Advisory Committee Chair

Scott W Ballinger

Advisory Committee Members

Shannon Bailey

David Calhoun

Theodore Schurr

Danny R Welch

C Roger White

Document Type


Date of Award


Degree Name by School

Doctor of Philosophy (PhD) Heersink School of Medicine


While progress has been made in understanding the development and progression of cardiovascular disease (CVD), the mechanisms of CVD risk and initiation are not completely understood. It is widely accepted that CVD is the result of a combination of genetic and environmental factors but it is not known why some populations with otherwise similar risk factors appear more susceptible to CVD than others. It is also known that different strains of laboratory mice have distinct susceptibilities to CVD development. For example, C3H mice are resistant to diet induced atherogenesis whereas C57 animals are susceptible.
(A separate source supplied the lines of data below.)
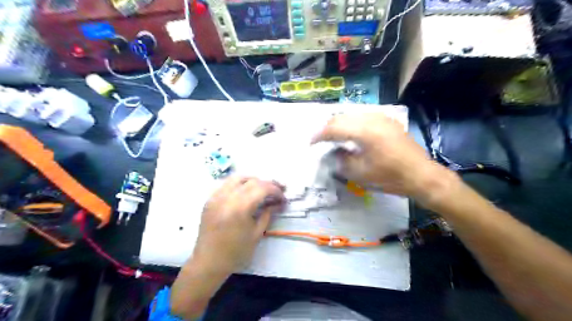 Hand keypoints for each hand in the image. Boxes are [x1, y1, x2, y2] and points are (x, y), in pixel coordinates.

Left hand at [192, 176, 283, 274]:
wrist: (208, 262)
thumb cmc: (236, 252)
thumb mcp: (256, 233)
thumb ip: (268, 214)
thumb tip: (278, 202)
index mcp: (240, 207)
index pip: (262, 188)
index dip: (275, 190)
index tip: (283, 197)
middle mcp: (227, 197)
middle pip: (252, 181)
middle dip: (267, 184)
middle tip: (277, 191)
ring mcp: (216, 196)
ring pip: (238, 178)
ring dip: (253, 180)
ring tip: (262, 189)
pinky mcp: (210, 200)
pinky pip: (226, 184)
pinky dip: (239, 184)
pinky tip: (245, 192)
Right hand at [311, 112, 453, 202]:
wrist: (422, 176)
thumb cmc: (391, 177)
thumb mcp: (361, 174)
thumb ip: (342, 161)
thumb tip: (333, 153)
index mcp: (365, 131)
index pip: (334, 127)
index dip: (319, 135)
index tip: (311, 143)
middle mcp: (372, 118)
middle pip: (342, 117)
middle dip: (327, 127)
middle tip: (319, 139)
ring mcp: (382, 118)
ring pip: (352, 114)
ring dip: (339, 123)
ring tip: (331, 135)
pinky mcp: (388, 121)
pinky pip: (363, 116)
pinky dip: (352, 123)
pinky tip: (350, 132) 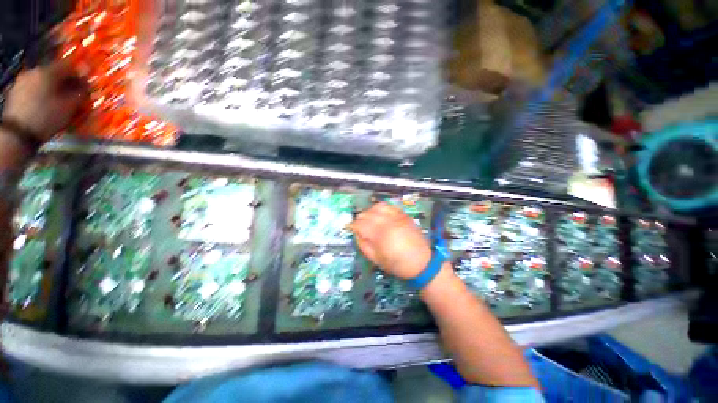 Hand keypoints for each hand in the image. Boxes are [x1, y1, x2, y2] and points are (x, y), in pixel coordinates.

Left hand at [2, 62, 86, 140]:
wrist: (17, 134)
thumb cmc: (46, 118)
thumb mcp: (69, 107)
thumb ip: (79, 94)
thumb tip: (86, 86)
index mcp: (48, 72)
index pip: (68, 65)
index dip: (79, 73)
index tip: (86, 84)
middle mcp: (34, 71)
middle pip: (54, 72)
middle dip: (64, 82)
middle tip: (72, 94)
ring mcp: (22, 81)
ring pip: (42, 81)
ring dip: (51, 88)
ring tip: (57, 101)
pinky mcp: (15, 92)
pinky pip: (33, 88)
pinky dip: (41, 94)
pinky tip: (44, 105)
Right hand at [350, 202, 431, 279]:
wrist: (423, 263)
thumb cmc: (398, 265)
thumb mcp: (377, 260)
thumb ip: (364, 245)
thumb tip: (356, 234)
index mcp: (380, 235)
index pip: (361, 224)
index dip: (352, 225)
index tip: (348, 227)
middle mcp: (388, 222)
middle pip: (367, 214)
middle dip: (359, 218)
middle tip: (358, 225)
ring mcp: (397, 217)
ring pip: (377, 207)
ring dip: (369, 211)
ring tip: (368, 218)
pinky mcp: (403, 215)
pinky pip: (389, 206)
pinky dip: (381, 208)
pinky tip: (379, 214) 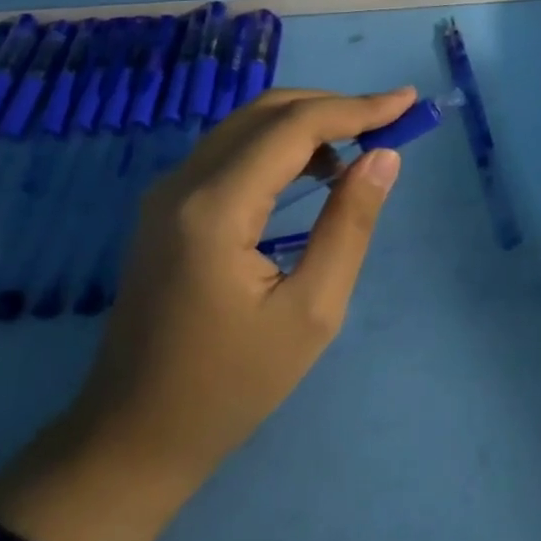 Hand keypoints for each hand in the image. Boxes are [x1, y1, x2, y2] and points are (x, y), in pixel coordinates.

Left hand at [0, 86, 414, 540]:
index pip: (294, 127)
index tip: (408, 103)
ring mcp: (167, 192)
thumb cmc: (231, 386)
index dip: (357, 108)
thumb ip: (350, 225)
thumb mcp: (312, 312)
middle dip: (335, 106)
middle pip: (267, 112)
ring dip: (308, 123)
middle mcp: (183, 183)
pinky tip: (314, 171)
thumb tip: (384, 157)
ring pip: (247, 126)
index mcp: (216, 208)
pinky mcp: (167, 207)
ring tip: (362, 144)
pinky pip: (231, 151)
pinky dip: (279, 145)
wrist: (133, 437)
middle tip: (390, 118) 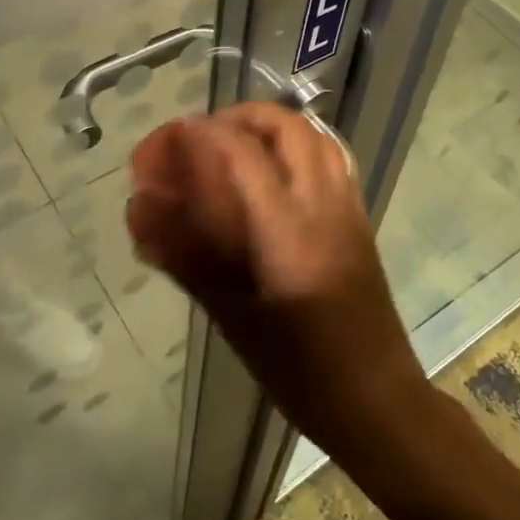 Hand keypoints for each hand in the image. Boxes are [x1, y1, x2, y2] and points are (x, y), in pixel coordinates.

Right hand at [126, 103, 430, 449]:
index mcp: (289, 235)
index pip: (240, 155)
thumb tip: (141, 211)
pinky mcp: (360, 216)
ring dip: (268, 127)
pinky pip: (330, 156)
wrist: (377, 400)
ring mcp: (349, 207)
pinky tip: (271, 173)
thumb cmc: (300, 372)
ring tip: (231, 148)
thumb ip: (187, 258)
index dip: (195, 137)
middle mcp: (324, 206)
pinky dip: (295, 145)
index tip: (161, 146)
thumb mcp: (233, 320)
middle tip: (198, 140)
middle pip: (285, 126)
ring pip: (312, 135)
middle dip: (235, 119) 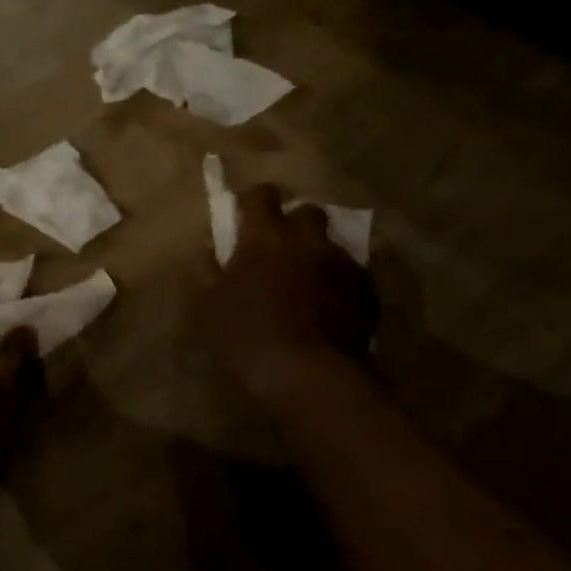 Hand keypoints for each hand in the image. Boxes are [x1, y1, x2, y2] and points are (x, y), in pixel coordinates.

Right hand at [203, 183, 379, 402]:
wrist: (309, 375)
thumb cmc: (248, 335)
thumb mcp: (206, 306)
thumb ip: (203, 271)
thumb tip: (206, 250)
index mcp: (265, 237)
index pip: (262, 196)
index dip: (253, 201)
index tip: (245, 215)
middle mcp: (308, 240)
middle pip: (307, 211)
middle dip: (294, 223)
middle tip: (280, 249)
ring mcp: (342, 264)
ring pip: (330, 245)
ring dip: (316, 255)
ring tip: (306, 284)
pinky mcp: (366, 291)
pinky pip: (350, 275)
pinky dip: (337, 283)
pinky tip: (327, 309) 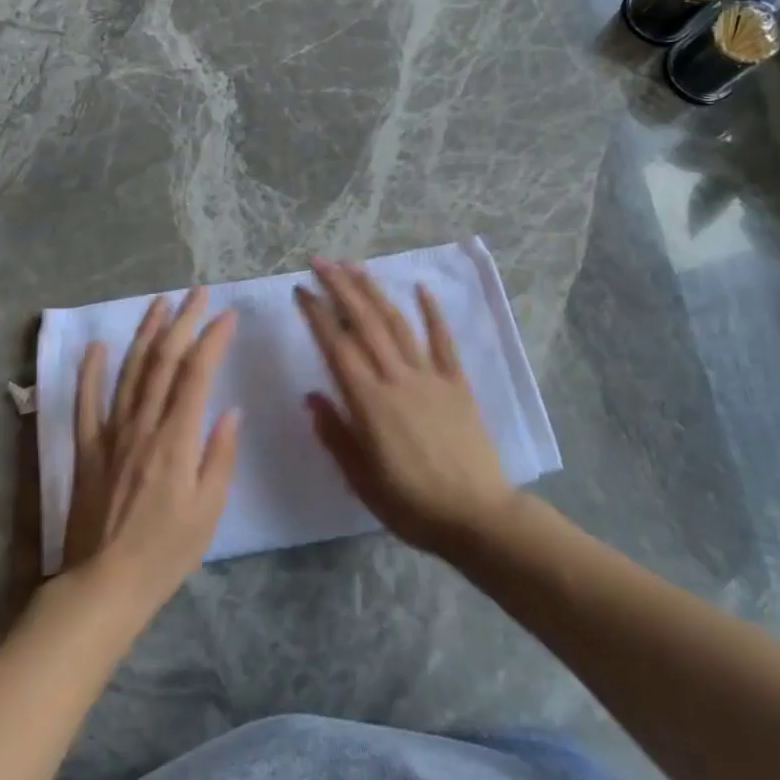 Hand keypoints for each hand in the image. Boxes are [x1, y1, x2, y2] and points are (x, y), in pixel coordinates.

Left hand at [62, 288, 238, 614]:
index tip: (227, 315)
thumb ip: (220, 455)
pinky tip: (98, 346)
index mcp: (177, 439)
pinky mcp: (87, 449)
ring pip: (130, 371)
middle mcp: (143, 425)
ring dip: (146, 333)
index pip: (197, 374)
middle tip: (197, 293)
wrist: (105, 585)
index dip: (212, 339)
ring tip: (159, 303)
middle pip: (164, 361)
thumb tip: (230, 410)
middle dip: (183, 322)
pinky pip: (85, 402)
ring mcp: (111, 433)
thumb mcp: (210, 509)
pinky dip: (91, 371)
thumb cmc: (167, 551)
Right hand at [295, 259, 515, 554]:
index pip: (337, 347)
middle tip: (321, 262)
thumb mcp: (361, 479)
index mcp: (370, 402)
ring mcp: (431, 377)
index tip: (301, 290)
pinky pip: (444, 341)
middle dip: (341, 288)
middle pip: (366, 324)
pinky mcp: (458, 383)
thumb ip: (335, 434)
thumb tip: (311, 396)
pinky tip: (422, 288)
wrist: (478, 517)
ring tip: (356, 267)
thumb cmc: (412, 505)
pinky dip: (432, 312)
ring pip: (398, 324)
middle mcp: (398, 379)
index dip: (317, 315)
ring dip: (375, 292) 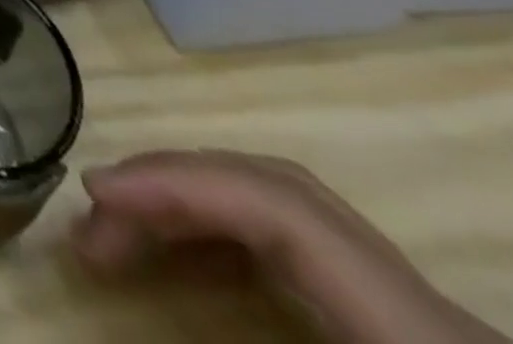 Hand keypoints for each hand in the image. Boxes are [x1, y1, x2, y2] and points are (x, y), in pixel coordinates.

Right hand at [71, 151, 508, 342]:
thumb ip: (239, 338)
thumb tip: (139, 317)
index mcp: (415, 327)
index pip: (278, 206)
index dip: (176, 184)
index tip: (93, 190)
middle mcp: (419, 298)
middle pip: (271, 188)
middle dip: (166, 186)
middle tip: (93, 216)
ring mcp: (414, 306)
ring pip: (281, 203)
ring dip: (187, 203)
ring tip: (119, 229)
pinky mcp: (403, 322)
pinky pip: (299, 245)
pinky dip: (226, 235)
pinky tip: (182, 253) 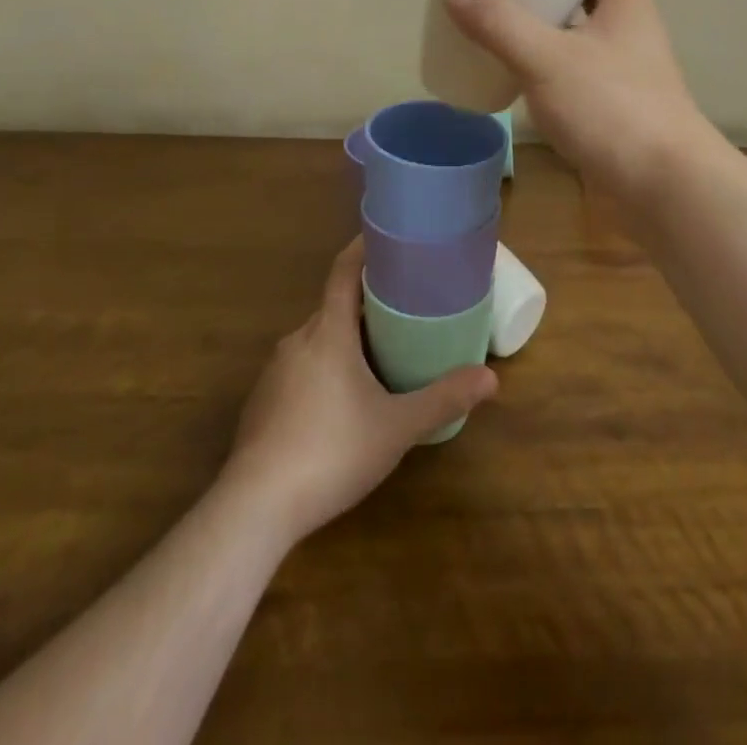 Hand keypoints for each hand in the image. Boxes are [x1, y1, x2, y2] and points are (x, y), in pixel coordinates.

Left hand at [222, 238, 497, 546]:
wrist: (254, 508)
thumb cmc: (331, 451)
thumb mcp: (397, 427)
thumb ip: (443, 400)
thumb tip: (492, 379)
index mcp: (327, 332)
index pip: (342, 271)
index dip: (363, 248)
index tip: (386, 237)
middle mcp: (297, 341)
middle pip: (333, 306)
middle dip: (365, 302)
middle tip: (403, 306)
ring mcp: (274, 372)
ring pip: (316, 340)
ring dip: (345, 338)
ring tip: (378, 353)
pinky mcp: (262, 403)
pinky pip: (300, 368)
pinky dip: (324, 368)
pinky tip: (341, 402)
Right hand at [443, 0, 715, 203]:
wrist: (665, 188)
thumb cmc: (613, 109)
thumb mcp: (548, 59)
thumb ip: (500, 24)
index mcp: (625, 2)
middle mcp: (629, 28)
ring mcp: (625, 68)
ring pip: (579, 31)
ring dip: (545, 23)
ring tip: (498, 18)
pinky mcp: (614, 104)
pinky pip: (575, 68)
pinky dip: (547, 62)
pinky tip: (516, 71) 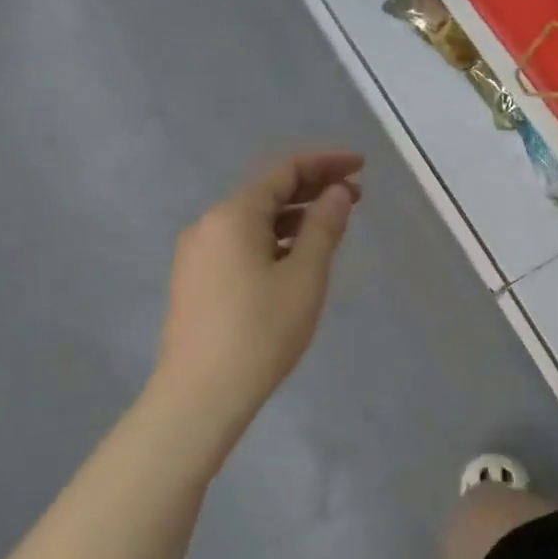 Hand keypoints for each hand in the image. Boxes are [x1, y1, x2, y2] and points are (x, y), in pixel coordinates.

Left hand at [147, 151, 363, 468]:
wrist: (200, 395)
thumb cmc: (261, 331)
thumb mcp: (305, 276)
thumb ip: (324, 227)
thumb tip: (338, 192)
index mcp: (233, 214)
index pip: (285, 170)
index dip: (326, 163)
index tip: (361, 166)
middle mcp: (209, 224)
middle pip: (267, 192)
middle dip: (313, 188)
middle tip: (356, 195)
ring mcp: (197, 253)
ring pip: (253, 219)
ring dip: (294, 215)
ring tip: (333, 224)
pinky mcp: (196, 279)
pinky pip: (241, 242)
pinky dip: (274, 238)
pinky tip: (297, 255) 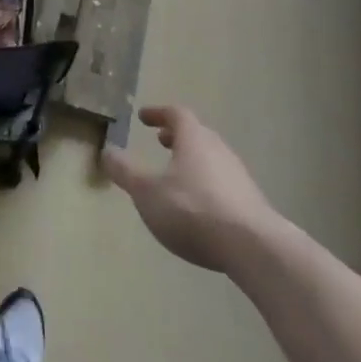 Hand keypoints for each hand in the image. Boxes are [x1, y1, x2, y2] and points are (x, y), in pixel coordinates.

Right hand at [103, 105, 283, 273]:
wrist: (253, 247)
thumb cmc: (193, 210)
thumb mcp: (147, 192)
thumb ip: (125, 172)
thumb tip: (106, 151)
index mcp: (194, 139)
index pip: (176, 114)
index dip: (158, 113)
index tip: (143, 117)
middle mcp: (218, 149)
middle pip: (197, 135)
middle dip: (177, 137)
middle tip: (161, 142)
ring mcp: (239, 176)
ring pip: (212, 159)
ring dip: (193, 161)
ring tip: (177, 176)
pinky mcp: (251, 203)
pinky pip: (223, 183)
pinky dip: (206, 185)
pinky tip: (199, 207) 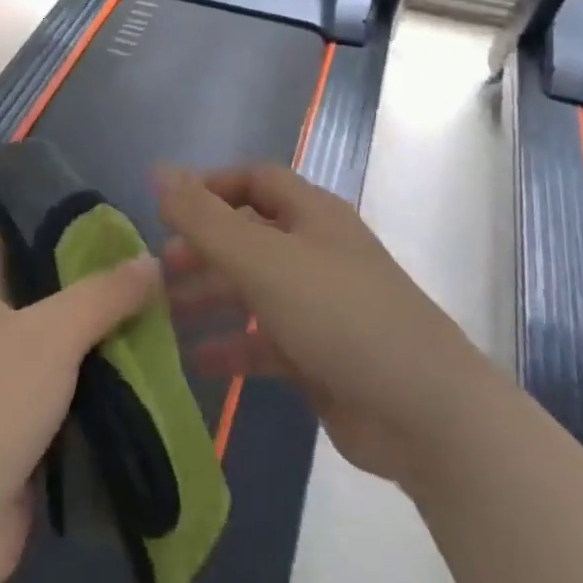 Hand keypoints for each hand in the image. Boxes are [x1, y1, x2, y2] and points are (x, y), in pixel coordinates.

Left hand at [0, 224, 160, 582]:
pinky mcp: (18, 431)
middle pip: (46, 288)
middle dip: (98, 283)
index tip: (117, 216)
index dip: (61, 216)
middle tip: (157, 270)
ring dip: (106, 339)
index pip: (15, 227)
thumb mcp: (50, 333)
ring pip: (62, 345)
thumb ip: (103, 294)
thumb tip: (150, 262)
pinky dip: (102, 388)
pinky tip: (150, 376)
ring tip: (167, 316)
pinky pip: (67, 395)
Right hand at [157, 165, 438, 482]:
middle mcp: (316, 251)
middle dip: (203, 248)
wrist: (423, 411)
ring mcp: (320, 305)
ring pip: (254, 289)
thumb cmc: (338, 314)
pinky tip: (198, 361)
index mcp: (311, 215)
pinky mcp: (320, 355)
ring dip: (211, 297)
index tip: (167, 211)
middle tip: (160, 270)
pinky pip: (266, 341)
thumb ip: (204, 217)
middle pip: (249, 236)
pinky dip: (234, 346)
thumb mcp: (262, 259)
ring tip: (165, 314)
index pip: (254, 180)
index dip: (210, 187)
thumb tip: (159, 170) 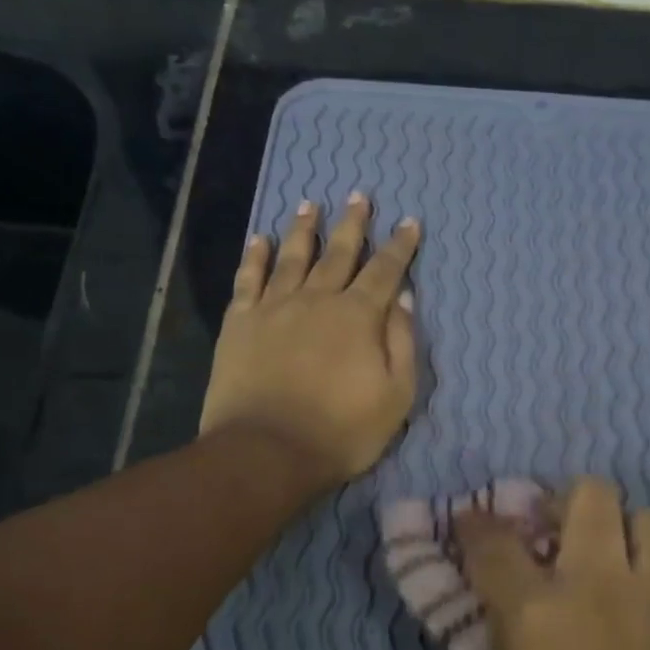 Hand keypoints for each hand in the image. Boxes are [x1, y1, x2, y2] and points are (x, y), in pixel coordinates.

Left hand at [199, 193, 420, 492]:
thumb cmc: (341, 431)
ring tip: (309, 205)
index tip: (409, 222)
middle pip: (338, 253)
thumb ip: (403, 343)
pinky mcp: (239, 323)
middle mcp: (318, 299)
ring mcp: (274, 308)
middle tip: (359, 196)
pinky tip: (258, 238)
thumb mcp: (396, 396)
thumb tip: (405, 299)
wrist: (266, 452)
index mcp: (359, 316)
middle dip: (353, 224)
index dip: (400, 246)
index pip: (386, 271)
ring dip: (303, 229)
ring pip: (292, 257)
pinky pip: (248, 280)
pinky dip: (254, 256)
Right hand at [457, 478, 649, 649]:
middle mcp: (598, 583)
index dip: (473, 523)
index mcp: (536, 612)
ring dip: (621, 531)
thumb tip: (500, 618)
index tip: (469, 520)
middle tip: (556, 532)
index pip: (493, 541)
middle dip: (564, 502)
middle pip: (589, 494)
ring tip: (611, 562)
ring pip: (646, 516)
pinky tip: (649, 599) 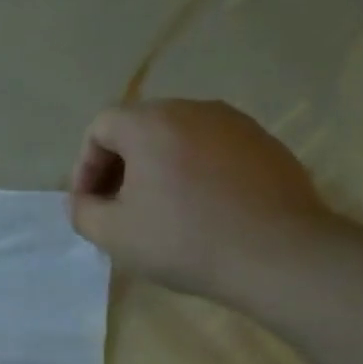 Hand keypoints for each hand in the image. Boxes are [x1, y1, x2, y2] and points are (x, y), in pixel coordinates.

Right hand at [67, 100, 339, 309]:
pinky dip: (195, 172)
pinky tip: (203, 211)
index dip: (85, 166)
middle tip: (118, 208)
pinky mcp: (266, 144)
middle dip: (120, 166)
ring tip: (160, 211)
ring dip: (158, 169)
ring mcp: (235, 123)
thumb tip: (83, 200)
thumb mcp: (114, 234)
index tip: (89, 204)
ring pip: (179, 138)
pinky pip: (214, 150)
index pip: (101, 126)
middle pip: (140, 127)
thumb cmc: (184, 240)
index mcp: (151, 123)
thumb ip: (83, 211)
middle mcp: (193, 109)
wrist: (278, 254) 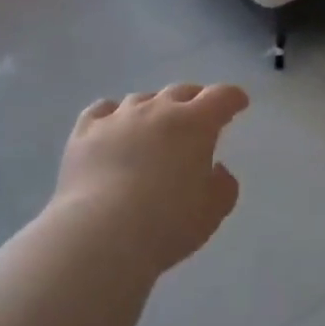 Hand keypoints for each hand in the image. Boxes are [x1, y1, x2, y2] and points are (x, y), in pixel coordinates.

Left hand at [54, 83, 248, 276]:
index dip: (233, 98)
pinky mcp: (85, 131)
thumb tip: (216, 169)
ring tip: (154, 126)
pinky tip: (112, 126)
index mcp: (195, 123)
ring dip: (154, 108)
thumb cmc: (167, 223)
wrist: (101, 234)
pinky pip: (102, 110)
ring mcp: (118, 117)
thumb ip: (223, 186)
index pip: (221, 97)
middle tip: (198, 115)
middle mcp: (158, 110)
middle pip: (181, 91)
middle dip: (194, 100)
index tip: (238, 103)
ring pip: (141, 99)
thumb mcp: (212, 211)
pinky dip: (112, 114) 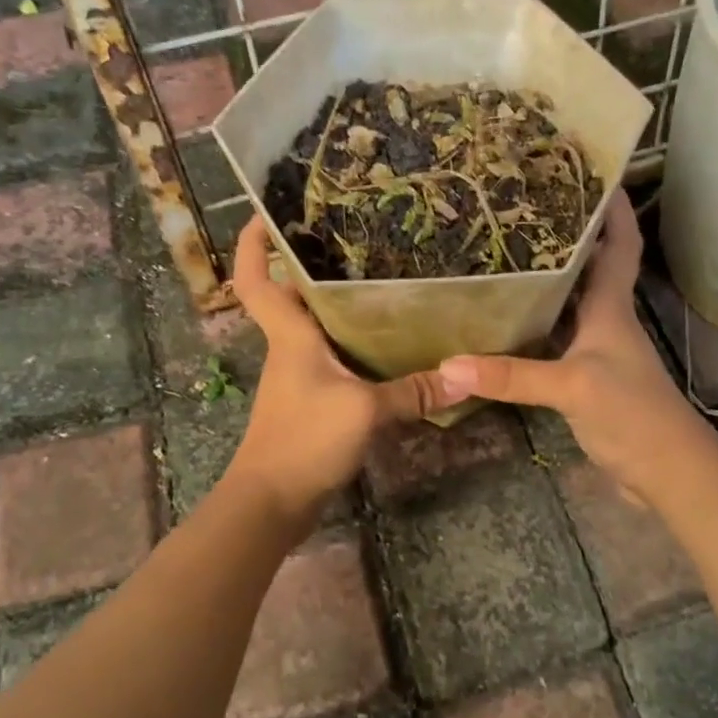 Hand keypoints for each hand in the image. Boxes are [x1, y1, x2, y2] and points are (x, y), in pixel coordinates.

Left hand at [225, 218, 455, 522]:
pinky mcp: (310, 402)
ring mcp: (298, 377)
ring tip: (382, 284)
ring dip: (337, 307)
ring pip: (314, 329)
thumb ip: (412, 391)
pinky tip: (386, 346)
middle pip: (291, 297)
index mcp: (290, 336)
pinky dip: (351, 346)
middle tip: (352, 241)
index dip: (253, 246)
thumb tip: (464, 376)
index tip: (263, 215)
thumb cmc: (304, 440)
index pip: (255, 280)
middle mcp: (289, 349)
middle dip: (311, 266)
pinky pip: (331, 360)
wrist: (270, 502)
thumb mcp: (364, 410)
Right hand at [436, 198, 707, 502]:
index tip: (594, 174)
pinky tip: (506, 326)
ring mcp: (596, 353)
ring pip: (570, 305)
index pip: (620, 246)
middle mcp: (606, 322)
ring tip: (505, 256)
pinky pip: (556, 342)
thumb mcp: (572, 387)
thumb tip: (447, 365)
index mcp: (612, 308)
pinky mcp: (585, 382)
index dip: (613, 210)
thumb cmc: (633, 415)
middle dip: (568, 237)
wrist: (668, 474)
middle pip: (590, 268)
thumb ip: (512, 375)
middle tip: (525, 211)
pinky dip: (535, 328)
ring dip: (547, 282)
We have also found that the C3H and C57 mice have genetically distinct mitochondrial DNA (mtDNA) haplotypes and therefore, hypothesize that mitochondrial genetics and function are important factors influencing individual atherogenic susceptibility. We show that C3H and C57 mice not only have different mtDNAs, but also different mitochondrial functions and resistance to mtDNA damage. We have generated a novel mouse model called the Mitochondrial-Nuclear eXchange (MNX) mouse in which a C57 nucleus is switched with a C3H nucleus resulting in mice with the nuclear genome of the C3H and the mtDNA of the C57, or the reciprocal. These MNX mice show differences in mitochondrial function with those animals having C57 mtDNA being more economical (consuming less oxygen to generate ATP) than those mice with the C3H mtDNA. These differences in mitochondrial bioenergetics were found to follow the mtDNA as did differences in cytochrome c oxidase activity. C3H females were bred with apoE-/- males on a C57 background to generate mice with the apoE-/- C57 nuclear genome and C3H mtDNA. Despite higher total cholesterol, these mice displayed lower atherosclerosis compared to apoE-/- mice with C57 mtDNA suggesting that mtDNA significantly impacts atherosclerosis development. Furthermore, developmental exposure to environmental tobacco smoke was shown to increase atherosclerosis which was associated with increased oxidative stress and changes to the mitochondrial proteome that may play a role in atherogenesis. These data suggest that mitochondrial genetics and function play a crucial role in determining individual susceptibility to atherosclerosis potentially by serving as environmental sensors that relay messages to the nucleus.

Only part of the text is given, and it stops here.